- **Exercise data**
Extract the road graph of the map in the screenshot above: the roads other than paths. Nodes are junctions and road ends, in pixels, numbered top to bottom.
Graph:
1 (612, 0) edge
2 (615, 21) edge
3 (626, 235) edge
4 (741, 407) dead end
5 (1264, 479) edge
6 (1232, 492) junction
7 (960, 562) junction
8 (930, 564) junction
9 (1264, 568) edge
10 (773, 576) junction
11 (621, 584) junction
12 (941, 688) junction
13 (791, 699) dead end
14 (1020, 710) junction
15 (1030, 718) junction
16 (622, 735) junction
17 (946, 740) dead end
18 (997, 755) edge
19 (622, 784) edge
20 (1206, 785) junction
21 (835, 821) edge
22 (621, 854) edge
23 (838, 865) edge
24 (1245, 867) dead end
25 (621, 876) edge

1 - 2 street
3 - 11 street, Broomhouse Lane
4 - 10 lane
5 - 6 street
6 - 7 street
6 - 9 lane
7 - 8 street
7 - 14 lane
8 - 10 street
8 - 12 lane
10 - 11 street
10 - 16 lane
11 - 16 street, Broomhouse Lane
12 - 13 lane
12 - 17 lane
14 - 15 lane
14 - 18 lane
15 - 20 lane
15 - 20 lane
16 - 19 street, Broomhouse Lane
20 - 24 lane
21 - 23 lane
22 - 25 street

- **Task details**
Would you reproduce the material above exactly as it reads?

- **Output of the task**
Extract the road graph of the map in the screenshot above: the roads other than paths. Nodes are junctions and road ends, in pixels, numbered top to bottom.
Graph:
1 (612, 0) edge
2 (615, 21) edge
3 (626, 235) edge
4 (741, 407) dead end
5 (1264, 479) edge
6 (1232, 492) junction
7 (960, 562) junction
8 (930, 564) junction
9 (1264, 568) edge
10 (773, 576) junction
11 (621, 584) junction
12 (941, 688) junction
13 (791, 699) dead end
14 (1020, 710) junction
15 (1030, 718) junction
16 (622, 735) junction
17 (946, 740) dead end
18 (997, 755) edge
19 (622, 784) edge
20 (1206, 785) junction
21 (835, 821) edge
22 (621, 854) edge
23 (838, 865) edge
24 (1245, 867) dead end
25 (621, 876) edge

1 - 2 street
3 - 11 street, Broomhouse Lane
4 - 10 lane
5 - 6 street
6 - 7 street
6 - 9 lane
7 - 8 street
7 - 14 lane
8 - 10 street
8 - 12 lane
10 - 11 street
10 - 16 lane
11 - 16 street, Broomhouse Lane
12 - 13 lane
12 - 17 lane
14 - 15 lane
14 - 18 lane
15 - 20 lane
15 - 20 lane
16 - 19 street, Broomhouse Lane
20 - 24 lane
21 - 23 lane
22 - 25 street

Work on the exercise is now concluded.